== Instructions to follow ==
In this data, count the lines in which "turn" appears and give only that number.
START Supplied records
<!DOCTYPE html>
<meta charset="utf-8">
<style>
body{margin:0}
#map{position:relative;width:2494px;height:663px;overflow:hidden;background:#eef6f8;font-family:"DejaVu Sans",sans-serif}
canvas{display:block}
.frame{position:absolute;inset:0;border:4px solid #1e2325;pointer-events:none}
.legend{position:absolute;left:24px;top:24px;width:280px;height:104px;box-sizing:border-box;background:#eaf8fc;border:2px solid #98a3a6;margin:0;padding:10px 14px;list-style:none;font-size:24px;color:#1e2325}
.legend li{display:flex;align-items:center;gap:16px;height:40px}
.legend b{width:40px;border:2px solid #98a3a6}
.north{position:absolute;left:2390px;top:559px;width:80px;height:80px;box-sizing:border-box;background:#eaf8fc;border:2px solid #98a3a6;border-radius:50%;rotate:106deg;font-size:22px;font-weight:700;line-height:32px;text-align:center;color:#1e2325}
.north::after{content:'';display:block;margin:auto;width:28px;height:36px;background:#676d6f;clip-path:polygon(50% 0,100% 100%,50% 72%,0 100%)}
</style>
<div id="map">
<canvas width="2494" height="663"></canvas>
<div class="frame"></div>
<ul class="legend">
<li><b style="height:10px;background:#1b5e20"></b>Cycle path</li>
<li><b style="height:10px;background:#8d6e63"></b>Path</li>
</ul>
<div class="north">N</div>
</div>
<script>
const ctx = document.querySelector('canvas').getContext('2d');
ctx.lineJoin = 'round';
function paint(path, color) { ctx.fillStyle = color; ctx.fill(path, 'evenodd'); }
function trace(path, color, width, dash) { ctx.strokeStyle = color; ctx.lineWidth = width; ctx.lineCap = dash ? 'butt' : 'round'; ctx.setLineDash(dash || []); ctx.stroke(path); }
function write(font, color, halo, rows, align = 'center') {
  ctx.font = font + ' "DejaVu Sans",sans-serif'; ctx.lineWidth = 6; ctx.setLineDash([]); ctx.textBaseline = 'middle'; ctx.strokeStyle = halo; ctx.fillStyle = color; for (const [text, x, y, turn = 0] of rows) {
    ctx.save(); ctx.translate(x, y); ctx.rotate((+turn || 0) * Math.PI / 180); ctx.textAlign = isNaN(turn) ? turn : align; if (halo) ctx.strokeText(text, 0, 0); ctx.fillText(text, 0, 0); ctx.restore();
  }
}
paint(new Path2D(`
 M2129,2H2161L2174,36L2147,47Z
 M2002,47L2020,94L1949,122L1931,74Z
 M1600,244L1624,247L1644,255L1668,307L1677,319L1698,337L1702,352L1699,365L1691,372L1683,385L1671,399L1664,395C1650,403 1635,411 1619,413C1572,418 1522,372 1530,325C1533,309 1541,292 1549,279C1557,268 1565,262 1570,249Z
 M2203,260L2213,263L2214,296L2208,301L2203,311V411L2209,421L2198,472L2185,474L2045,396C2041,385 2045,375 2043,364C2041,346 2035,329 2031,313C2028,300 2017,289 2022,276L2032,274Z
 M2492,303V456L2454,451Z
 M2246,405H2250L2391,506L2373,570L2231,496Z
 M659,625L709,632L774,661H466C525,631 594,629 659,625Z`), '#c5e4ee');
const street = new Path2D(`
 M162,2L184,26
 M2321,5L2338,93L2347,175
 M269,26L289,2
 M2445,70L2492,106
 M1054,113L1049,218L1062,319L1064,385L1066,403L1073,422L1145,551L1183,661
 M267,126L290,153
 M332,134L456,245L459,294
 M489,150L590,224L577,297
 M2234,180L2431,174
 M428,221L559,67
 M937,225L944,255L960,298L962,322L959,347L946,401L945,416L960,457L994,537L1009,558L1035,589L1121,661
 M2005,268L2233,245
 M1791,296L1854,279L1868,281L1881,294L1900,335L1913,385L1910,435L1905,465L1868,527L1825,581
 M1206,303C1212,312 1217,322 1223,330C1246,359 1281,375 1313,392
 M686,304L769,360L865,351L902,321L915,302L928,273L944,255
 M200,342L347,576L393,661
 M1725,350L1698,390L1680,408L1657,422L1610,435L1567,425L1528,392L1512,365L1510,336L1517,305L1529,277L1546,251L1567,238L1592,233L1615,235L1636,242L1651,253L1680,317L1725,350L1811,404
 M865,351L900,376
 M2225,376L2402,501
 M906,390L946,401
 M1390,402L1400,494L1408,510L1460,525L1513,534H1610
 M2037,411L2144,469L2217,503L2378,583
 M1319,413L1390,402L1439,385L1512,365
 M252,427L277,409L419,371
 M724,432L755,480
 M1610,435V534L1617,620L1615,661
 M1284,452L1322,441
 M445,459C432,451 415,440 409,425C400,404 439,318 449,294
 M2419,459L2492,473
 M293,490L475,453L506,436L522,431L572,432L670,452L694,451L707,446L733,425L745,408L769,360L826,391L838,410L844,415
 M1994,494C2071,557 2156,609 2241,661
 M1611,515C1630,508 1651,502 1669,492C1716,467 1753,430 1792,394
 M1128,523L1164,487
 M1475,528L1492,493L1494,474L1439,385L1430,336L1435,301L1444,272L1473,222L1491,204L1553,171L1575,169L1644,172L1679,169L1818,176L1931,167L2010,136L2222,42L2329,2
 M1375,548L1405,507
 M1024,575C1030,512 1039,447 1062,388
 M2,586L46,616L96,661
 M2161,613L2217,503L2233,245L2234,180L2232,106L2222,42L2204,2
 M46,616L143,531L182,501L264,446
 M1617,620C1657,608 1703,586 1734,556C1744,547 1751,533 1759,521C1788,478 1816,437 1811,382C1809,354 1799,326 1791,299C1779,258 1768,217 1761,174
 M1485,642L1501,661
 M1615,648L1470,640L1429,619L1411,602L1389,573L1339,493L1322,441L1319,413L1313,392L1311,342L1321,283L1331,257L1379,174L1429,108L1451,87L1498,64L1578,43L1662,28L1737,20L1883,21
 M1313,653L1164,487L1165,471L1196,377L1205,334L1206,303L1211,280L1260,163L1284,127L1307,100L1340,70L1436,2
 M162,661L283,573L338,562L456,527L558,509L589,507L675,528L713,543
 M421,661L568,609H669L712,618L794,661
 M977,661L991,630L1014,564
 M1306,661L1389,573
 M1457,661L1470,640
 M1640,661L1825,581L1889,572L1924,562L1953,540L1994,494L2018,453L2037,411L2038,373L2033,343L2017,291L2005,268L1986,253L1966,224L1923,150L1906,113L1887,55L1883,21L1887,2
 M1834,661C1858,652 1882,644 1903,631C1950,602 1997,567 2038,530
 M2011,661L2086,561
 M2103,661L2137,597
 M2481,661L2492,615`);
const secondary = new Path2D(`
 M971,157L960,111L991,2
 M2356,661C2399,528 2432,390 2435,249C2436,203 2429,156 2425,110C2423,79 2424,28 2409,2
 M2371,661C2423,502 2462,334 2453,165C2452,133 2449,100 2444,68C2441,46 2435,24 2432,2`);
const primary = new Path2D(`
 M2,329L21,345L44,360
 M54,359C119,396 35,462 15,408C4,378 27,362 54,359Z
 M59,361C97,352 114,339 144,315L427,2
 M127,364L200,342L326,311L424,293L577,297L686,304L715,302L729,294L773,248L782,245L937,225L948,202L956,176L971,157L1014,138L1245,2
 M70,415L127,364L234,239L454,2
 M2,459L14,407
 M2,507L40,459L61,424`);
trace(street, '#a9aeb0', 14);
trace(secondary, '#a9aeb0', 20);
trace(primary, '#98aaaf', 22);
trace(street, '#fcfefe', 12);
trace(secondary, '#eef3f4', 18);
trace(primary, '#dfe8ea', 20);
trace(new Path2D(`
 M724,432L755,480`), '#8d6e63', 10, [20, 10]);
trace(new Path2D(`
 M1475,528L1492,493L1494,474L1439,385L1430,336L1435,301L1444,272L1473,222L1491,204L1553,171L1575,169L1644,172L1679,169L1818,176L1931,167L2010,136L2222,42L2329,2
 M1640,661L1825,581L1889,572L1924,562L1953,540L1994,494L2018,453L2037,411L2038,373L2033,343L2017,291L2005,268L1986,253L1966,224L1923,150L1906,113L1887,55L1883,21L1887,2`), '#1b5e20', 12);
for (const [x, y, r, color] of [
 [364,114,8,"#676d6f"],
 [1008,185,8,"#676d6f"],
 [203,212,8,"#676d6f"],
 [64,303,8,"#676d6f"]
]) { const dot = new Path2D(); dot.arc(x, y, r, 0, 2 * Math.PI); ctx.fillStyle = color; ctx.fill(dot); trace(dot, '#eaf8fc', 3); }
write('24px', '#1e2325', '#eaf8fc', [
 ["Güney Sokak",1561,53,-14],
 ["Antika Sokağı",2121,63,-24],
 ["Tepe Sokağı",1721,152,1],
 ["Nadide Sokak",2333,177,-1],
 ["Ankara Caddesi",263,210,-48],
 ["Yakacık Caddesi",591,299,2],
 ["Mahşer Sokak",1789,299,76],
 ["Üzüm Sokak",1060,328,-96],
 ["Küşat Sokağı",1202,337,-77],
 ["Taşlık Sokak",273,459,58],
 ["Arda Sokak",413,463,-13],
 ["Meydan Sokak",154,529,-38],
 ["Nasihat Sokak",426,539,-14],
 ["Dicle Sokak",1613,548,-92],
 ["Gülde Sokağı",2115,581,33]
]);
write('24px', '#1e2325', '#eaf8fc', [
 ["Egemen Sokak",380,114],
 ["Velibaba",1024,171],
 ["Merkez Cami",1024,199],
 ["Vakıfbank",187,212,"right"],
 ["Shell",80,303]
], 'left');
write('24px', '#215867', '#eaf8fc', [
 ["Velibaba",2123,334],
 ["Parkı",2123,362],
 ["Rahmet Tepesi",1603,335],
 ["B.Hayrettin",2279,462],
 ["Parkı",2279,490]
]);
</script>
END Supplied records
== Written response ==
2